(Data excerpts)
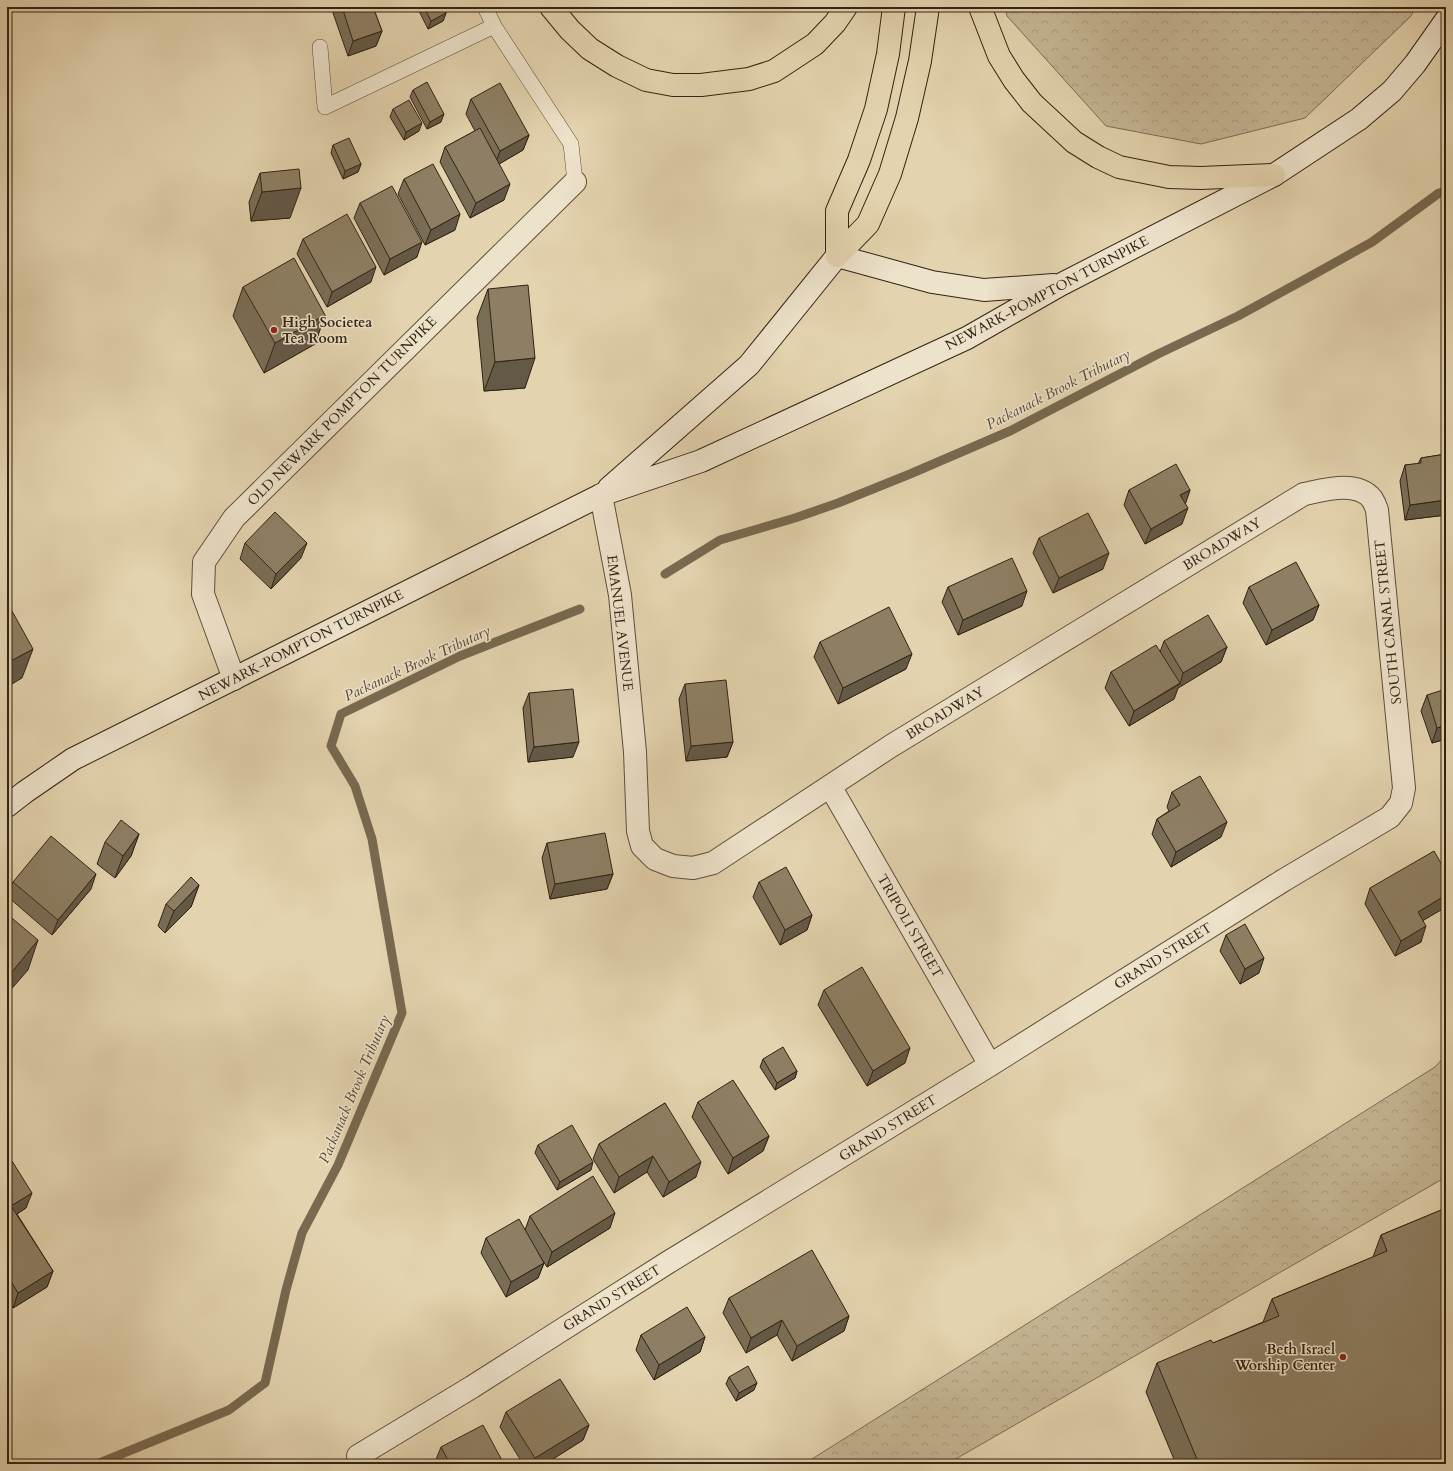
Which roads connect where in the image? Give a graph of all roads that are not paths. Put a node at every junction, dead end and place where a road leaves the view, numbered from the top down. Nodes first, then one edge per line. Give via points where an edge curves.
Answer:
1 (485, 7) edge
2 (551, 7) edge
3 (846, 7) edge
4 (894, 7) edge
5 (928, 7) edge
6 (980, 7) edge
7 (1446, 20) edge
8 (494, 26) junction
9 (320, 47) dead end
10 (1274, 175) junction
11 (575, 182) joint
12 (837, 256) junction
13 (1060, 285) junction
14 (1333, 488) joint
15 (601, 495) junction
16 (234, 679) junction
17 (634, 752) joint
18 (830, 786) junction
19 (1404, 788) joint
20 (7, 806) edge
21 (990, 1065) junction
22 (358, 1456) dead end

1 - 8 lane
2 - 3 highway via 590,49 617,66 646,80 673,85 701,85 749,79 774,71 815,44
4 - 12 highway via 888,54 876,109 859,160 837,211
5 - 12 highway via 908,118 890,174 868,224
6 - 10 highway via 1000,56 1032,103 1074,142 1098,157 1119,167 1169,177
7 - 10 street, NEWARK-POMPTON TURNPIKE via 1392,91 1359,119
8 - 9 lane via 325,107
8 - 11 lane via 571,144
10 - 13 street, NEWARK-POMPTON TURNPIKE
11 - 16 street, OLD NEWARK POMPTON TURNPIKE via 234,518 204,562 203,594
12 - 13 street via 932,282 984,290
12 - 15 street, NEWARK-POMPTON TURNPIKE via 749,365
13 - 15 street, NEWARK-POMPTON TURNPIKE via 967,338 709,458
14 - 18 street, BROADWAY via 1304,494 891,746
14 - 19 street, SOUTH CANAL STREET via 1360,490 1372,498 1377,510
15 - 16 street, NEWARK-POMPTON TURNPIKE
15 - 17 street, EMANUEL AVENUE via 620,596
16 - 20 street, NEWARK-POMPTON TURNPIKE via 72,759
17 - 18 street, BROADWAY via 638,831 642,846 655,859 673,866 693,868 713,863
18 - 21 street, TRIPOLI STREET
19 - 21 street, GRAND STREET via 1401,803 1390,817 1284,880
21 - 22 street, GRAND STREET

--- PROBLEM TO SOLVE ---
Reproduce each record above by retyping it exactly; omit all images.

--- RESULT OF THE EXERCISE ---
Which roads connect where in the image? Give a graph of all roads that are not paths. Put a node at every junction, dead end and place where a road leaves the view, numbered from the top down. Nodes first, then one edge per line. Give via points where an edge curves.
Answer:
1 (485, 7) edge
2 (551, 7) edge
3 (846, 7) edge
4 (894, 7) edge
5 (928, 7) edge
6 (980, 7) edge
7 (1446, 20) edge
8 (494, 26) junction
9 (320, 47) dead end
10 (1274, 175) junction
11 (575, 182) joint
12 (837, 256) junction
13 (1060, 285) junction
14 (1333, 488) joint
15 (601, 495) junction
16 (234, 679) junction
17 (634, 752) joint
18 (830, 786) junction
19 (1404, 788) joint
20 (7, 806) edge
21 (990, 1065) junction
22 (358, 1456) dead end

1 - 8 lane
2 - 3 highway via 590,49 617,66 646,80 673,85 701,85 749,79 774,71 815,44
4 - 12 highway via 888,54 876,109 859,160 837,211
5 - 12 highway via 908,118 890,174 868,224
6 - 10 highway via 1000,56 1032,103 1074,142 1098,157 1119,167 1169,177
7 - 10 street, NEWARK-POMPTON TURNPIKE via 1392,91 1359,119
8 - 9 lane via 325,107
8 - 11 lane via 571,144
10 - 13 street, NEWARK-POMPTON TURNPIKE
11 - 16 street, OLD NEWARK POMPTON TURNPIKE via 234,518 204,562 203,594
12 - 13 street via 932,282 984,290
12 - 15 street, NEWARK-POMPTON TURNPIKE via 749,365
13 - 15 street, NEWARK-POMPTON TURNPIKE via 967,338 709,458
14 - 18 street, BROADWAY via 1304,494 891,746
14 - 19 street, SOUTH CANAL STREET via 1360,490 1372,498 1377,510
15 - 16 street, NEWARK-POMPTON TURNPIKE
15 - 17 street, EMANUEL AVENUE via 620,596
16 - 20 street, NEWARK-POMPTON TURNPIKE via 72,759
17 - 18 street, BROADWAY via 638,831 642,846 655,859 673,866 693,868 713,863
18 - 21 street, TRIPOLI STREET
19 - 21 street, GRAND STREET via 1401,803 1390,817 1284,880
21 - 22 street, GRAND STREET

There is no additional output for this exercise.